%%
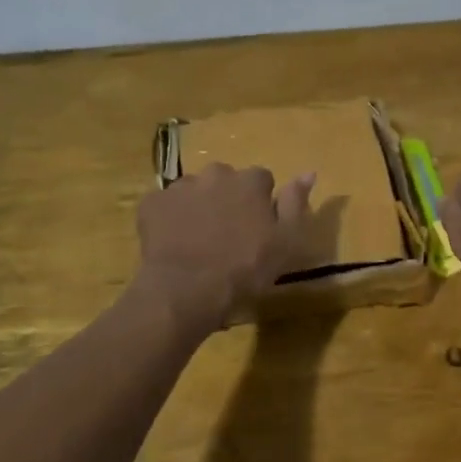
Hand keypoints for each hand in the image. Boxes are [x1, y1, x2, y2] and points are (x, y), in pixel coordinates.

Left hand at [134, 164, 315, 333]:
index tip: (258, 228)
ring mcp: (180, 187)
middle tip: (227, 235)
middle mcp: (216, 174)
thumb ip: (296, 204)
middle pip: (226, 180)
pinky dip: (169, 218)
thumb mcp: (285, 242)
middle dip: (228, 200)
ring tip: (198, 241)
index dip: (261, 203)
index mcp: (250, 182)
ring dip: (199, 207)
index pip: (262, 180)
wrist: (187, 289)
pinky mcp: (152, 204)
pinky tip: (174, 243)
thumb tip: (308, 172)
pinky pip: (164, 205)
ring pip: (195, 190)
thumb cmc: (244, 269)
%%
The lines to return are those in the material above that hold "index".

[Answer box]
index tip: (258, 228)
index dip: (261, 203)
index mcp: (250, 182)
index pip: (262, 180)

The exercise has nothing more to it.